───── Records for processing ─────
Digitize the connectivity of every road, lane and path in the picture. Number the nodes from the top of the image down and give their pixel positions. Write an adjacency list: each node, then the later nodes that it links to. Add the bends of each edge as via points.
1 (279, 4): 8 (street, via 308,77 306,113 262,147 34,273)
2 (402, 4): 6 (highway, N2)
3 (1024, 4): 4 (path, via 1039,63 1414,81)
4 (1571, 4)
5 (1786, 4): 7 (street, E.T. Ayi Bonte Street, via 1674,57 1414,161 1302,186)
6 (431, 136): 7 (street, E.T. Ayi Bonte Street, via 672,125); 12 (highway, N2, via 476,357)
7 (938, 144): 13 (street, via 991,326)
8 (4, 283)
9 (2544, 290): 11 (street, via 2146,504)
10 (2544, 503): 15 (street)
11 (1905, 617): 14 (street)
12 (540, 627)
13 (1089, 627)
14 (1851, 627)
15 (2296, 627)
─────
# Problem description
Set the entries above down once more, exactly as they stand.

# Output
Digitize the connectivity of every road, lane and path in the picture. Number the nodes from the top of the image down and give their pixel positions. Write an adjacency list: each node, then the later nodes that it links to. Add the bends of each edge as via points.
1 (279, 4): 8 (street, via 308,77 306,113 262,147 34,273)
2 (402, 4): 6 (highway, N2)
3 (1024, 4): 4 (path, via 1039,63 1414,81)
4 (1571, 4)
5 (1786, 4): 7 (street, E.T. Ayi Bonte Street, via 1674,57 1414,161 1302,186)
6 (431, 136): 7 (street, E.T. Ayi Bonte Street, via 672,125); 12 (highway, N2, via 476,357)
7 (938, 144): 13 (street, via 991,326)
8 (4, 283)
9 (2544, 290): 11 (street, via 2146,504)
10 (2544, 503): 15 (street)
11 (1905, 617): 14 (street)
12 (540, 627)
13 (1089, 627)
14 (1851, 627)
15 (2296, 627)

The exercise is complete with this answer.